Return all lines below containing the word "Powder".

== AVAILABLE DATA ==

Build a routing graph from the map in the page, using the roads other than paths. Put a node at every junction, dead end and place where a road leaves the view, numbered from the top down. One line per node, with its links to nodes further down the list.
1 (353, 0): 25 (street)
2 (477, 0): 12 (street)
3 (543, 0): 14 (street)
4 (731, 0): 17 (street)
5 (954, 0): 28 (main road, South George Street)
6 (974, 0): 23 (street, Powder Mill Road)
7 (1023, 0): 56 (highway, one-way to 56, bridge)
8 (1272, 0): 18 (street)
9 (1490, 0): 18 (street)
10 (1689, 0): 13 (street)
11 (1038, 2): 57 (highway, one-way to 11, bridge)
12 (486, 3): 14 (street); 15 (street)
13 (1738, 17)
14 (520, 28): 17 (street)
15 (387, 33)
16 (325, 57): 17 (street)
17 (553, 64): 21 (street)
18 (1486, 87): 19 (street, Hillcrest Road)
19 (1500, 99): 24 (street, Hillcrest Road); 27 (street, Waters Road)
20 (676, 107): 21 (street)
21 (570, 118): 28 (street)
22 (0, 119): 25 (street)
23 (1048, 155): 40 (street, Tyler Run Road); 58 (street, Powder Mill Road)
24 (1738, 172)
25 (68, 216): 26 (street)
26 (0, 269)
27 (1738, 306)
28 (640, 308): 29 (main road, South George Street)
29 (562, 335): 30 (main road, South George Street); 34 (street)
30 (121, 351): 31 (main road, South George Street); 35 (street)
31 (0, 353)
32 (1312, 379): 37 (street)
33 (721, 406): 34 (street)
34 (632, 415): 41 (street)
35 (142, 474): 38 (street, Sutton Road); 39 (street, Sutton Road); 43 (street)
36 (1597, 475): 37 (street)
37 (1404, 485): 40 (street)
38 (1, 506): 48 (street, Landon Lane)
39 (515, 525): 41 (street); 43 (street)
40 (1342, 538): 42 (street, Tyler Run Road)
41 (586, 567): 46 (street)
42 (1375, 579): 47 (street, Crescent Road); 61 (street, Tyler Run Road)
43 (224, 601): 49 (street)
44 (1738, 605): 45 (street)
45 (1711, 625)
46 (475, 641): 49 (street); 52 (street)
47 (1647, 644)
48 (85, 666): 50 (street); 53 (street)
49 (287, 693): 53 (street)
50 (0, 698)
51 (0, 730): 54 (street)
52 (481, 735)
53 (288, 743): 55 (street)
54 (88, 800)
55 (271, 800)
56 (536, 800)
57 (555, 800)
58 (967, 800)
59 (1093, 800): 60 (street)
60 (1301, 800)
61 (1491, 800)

===

▸ EXERCISE ANSWER:
6 (974, 0): 23 (street, Powder Mill Road)
23 (1048, 155): 40 (street, Tyler Run Road); 58 (street, Powder Mill Road)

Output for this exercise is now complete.